* **Directions for this task**: Where the string "junction" appears in a line of the data, show that line.

* **Data**:
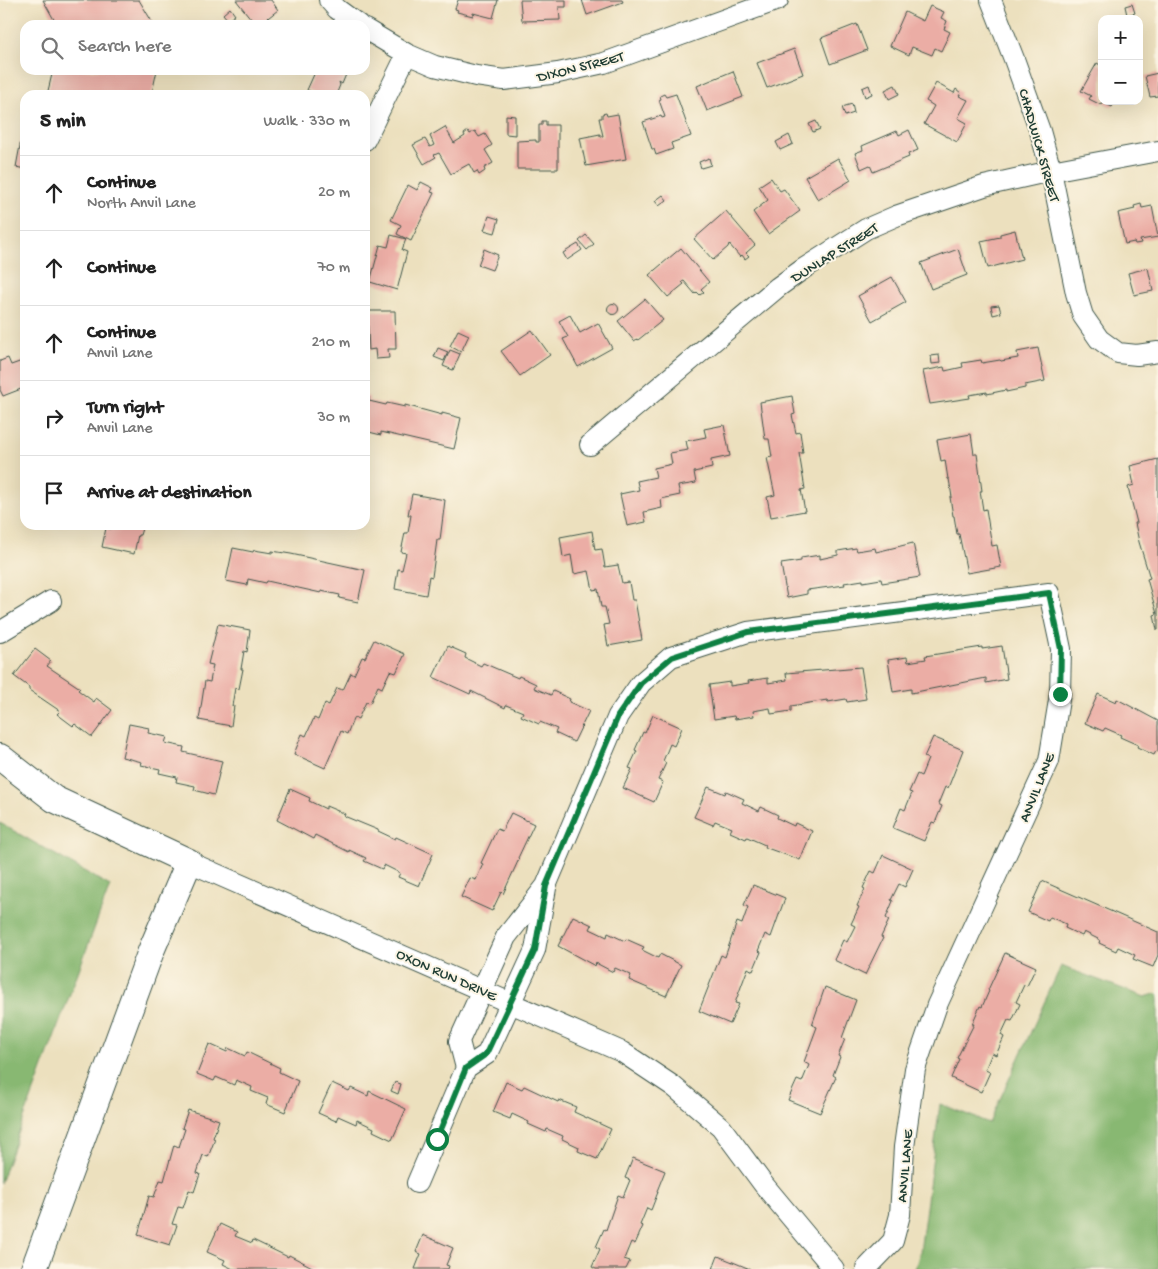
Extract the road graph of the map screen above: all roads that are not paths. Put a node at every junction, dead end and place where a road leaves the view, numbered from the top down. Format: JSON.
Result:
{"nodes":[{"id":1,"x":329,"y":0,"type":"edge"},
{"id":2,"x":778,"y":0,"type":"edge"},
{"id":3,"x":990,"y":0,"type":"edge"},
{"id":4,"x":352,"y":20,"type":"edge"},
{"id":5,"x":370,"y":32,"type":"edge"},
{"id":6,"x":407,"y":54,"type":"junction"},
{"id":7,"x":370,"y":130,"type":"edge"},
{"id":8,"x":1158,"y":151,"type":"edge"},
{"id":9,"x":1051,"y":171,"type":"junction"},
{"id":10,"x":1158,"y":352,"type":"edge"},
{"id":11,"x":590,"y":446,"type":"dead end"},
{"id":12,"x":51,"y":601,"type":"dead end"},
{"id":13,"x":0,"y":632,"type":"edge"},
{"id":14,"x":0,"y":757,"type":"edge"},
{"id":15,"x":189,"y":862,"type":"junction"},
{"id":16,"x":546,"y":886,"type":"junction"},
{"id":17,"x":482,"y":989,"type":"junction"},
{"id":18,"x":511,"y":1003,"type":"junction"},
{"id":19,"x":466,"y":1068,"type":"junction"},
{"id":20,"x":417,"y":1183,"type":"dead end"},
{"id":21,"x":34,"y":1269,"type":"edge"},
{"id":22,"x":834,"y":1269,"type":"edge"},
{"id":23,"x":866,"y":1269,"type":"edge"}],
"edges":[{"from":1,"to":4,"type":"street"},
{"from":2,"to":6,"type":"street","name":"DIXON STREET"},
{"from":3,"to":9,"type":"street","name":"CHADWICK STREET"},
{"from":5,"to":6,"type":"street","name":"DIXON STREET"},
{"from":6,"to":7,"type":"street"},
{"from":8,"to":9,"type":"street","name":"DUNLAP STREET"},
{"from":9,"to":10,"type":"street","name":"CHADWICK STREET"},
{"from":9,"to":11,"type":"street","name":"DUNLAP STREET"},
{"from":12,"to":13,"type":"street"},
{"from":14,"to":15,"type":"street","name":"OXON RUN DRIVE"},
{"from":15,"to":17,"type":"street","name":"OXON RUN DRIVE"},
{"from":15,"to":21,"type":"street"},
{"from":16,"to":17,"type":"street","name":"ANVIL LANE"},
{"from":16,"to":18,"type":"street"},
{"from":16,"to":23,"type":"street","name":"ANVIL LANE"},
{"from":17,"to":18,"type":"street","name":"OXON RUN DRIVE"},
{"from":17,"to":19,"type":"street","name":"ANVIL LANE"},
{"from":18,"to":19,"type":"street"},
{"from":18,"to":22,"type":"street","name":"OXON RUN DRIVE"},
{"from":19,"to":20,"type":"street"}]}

* **Answer to this problem**:
Extract the road graph of the map screen above: all roads that are not paths. Put a node at every junction, dead end and place where a road leaves the view, numbered from the top down. Format: JSON.
{"id":6,"x":407,"y":54,"type":"junction"},
{"id":9,"x":1051,"y":171,"type":"junction"},
{"id":15,"x":189,"y":862,"type":"junction"},
{"id":16,"x":546,"y":886,"type":"junction"},
{"id":17,"x":482,"y":989,"type":"junction"},
{"id":18,"x":511,"y":1003,"type":"junction"},
{"id":19,"x":466,"y":1068,"type":"junction"},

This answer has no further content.